(Stored items)
━━━━━━━━━━━━━━━━

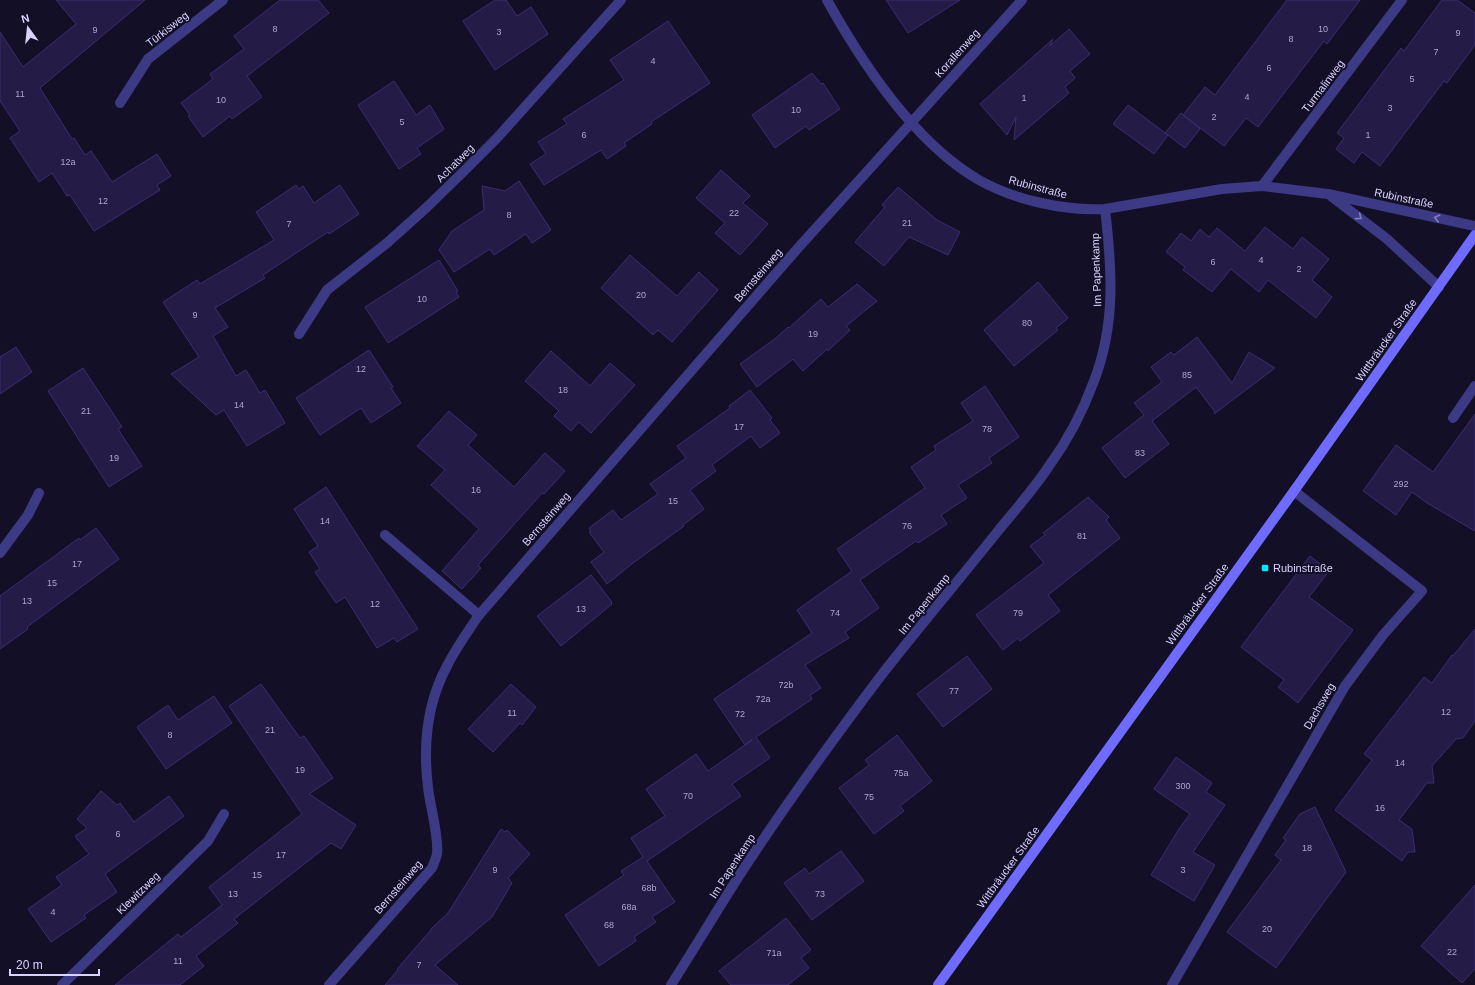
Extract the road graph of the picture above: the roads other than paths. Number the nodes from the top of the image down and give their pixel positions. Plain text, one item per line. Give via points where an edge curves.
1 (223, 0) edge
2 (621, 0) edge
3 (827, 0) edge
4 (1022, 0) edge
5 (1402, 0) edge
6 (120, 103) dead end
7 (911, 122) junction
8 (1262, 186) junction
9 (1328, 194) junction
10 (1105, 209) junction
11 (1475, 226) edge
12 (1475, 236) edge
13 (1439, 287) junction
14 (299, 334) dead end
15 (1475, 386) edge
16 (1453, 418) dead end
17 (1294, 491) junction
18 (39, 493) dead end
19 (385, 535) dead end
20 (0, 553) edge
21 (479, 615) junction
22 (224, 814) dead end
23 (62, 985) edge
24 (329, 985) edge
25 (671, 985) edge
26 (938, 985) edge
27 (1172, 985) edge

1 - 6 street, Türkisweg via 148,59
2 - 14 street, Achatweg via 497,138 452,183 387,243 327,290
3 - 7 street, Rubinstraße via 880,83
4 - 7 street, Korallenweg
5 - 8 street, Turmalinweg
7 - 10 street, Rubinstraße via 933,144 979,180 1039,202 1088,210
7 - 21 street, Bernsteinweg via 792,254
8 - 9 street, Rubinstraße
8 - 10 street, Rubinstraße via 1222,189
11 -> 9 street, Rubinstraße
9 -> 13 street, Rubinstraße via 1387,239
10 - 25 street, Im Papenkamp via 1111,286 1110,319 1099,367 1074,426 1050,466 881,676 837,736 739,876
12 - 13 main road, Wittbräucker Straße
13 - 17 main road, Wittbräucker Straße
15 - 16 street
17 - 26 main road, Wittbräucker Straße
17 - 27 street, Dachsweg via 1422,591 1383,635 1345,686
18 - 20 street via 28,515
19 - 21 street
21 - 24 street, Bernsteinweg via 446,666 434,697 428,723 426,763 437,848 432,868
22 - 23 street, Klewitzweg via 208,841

━━━━━━━━━━━━━━━━

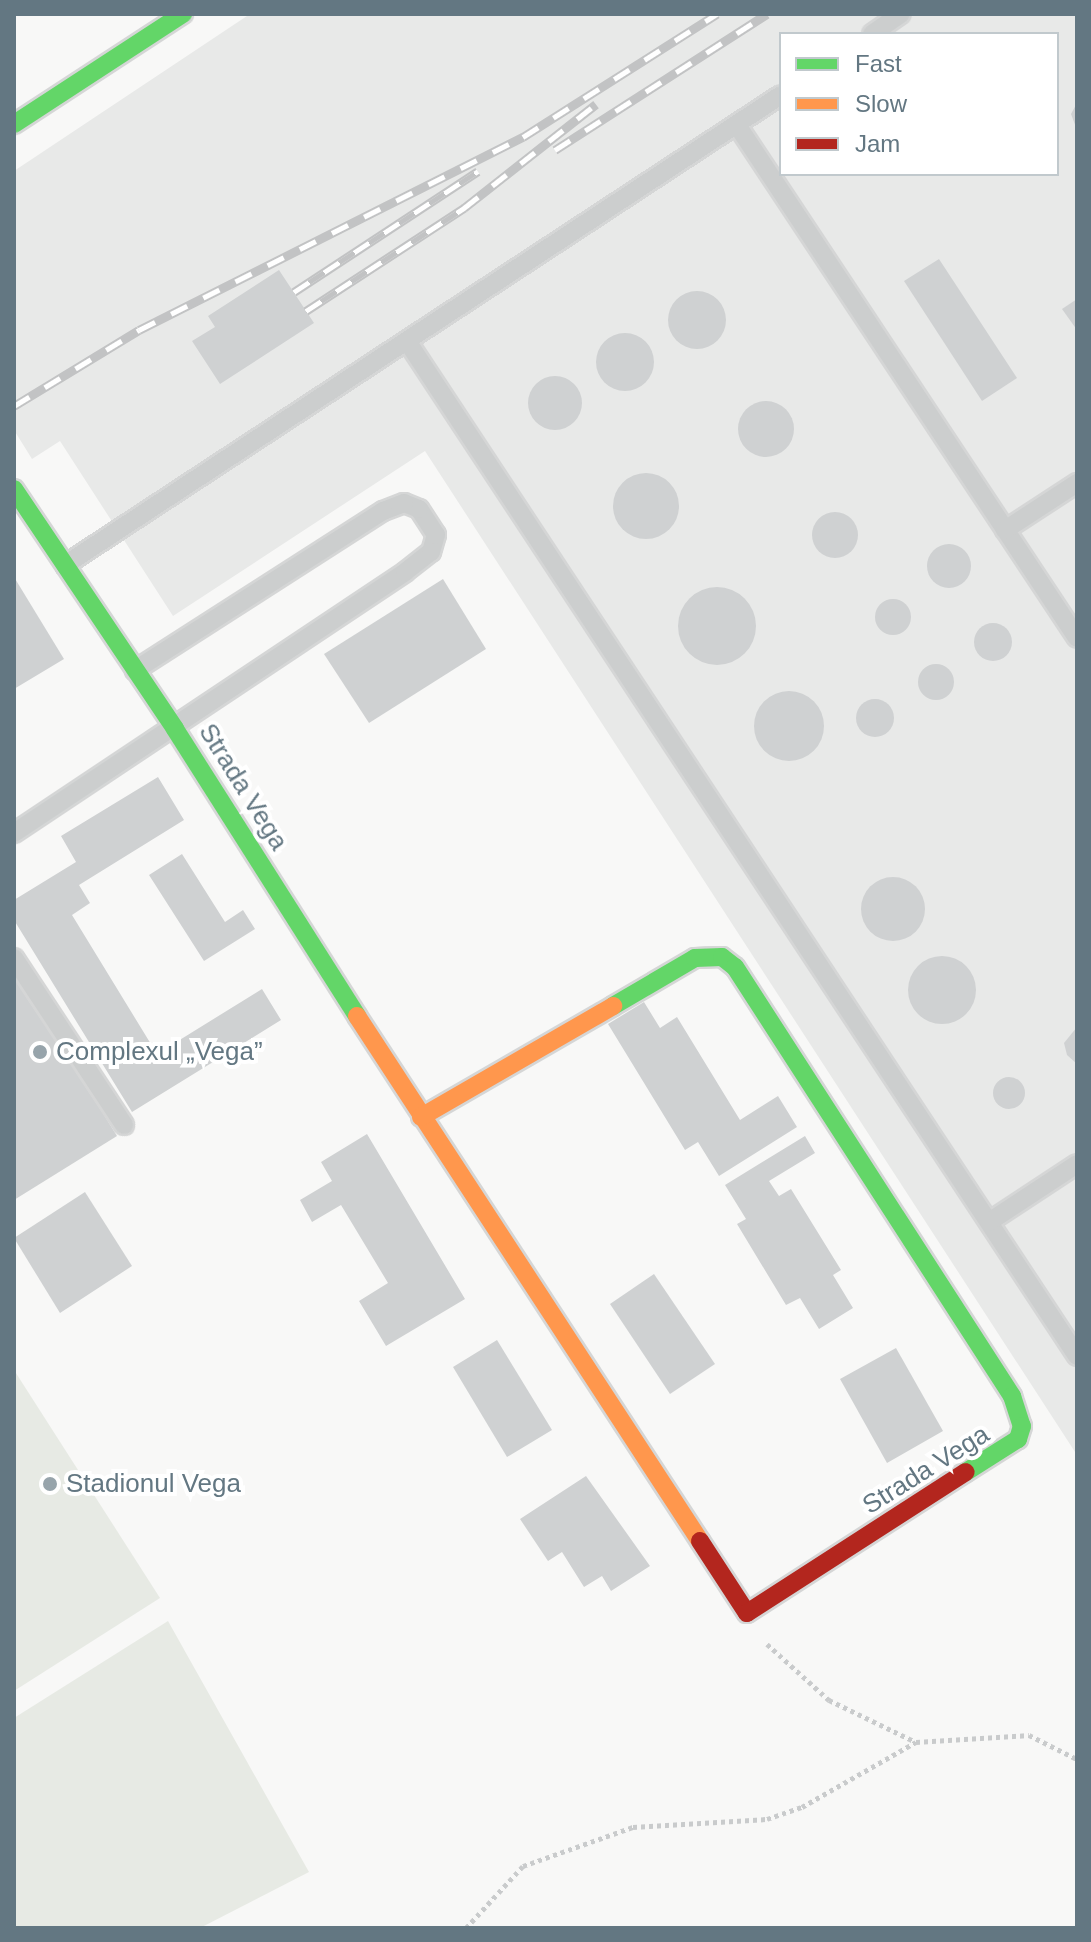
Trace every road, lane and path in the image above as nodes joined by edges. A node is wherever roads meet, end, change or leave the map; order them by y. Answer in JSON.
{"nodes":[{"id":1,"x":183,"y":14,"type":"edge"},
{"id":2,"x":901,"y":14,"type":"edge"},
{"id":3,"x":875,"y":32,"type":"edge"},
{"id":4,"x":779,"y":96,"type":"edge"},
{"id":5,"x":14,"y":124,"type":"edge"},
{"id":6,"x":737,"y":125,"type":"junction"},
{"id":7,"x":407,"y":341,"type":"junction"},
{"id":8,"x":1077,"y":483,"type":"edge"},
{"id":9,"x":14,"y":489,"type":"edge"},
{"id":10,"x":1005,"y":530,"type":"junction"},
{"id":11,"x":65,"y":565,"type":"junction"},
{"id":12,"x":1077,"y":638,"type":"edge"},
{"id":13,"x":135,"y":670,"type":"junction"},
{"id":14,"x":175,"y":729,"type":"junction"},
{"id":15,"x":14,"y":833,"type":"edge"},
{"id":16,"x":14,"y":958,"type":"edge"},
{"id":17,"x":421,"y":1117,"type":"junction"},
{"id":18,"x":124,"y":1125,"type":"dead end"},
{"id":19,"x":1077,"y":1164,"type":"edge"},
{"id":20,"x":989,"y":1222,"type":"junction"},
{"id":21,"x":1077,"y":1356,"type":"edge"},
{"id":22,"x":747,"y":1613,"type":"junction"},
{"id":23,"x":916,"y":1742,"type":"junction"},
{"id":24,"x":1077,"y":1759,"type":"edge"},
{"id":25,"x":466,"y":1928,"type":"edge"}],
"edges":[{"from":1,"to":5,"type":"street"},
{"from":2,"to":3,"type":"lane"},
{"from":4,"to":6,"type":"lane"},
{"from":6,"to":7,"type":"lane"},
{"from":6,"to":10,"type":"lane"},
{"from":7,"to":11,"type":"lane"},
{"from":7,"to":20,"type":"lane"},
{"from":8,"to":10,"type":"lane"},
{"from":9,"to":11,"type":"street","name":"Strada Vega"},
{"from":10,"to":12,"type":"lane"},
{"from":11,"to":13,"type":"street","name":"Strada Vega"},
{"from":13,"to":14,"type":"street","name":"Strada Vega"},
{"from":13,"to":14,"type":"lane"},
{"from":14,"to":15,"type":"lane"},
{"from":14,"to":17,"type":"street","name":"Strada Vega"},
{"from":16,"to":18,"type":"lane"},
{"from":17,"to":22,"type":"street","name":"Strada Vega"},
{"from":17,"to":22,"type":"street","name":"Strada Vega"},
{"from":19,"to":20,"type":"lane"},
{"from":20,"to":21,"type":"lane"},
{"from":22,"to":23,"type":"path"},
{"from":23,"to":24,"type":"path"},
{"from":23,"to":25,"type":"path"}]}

━━━━━━━━━━━━━━━━

_What is required_. Report how many lines of the preceding records include "dead". Output the number only.

_Response for this exercise_. 7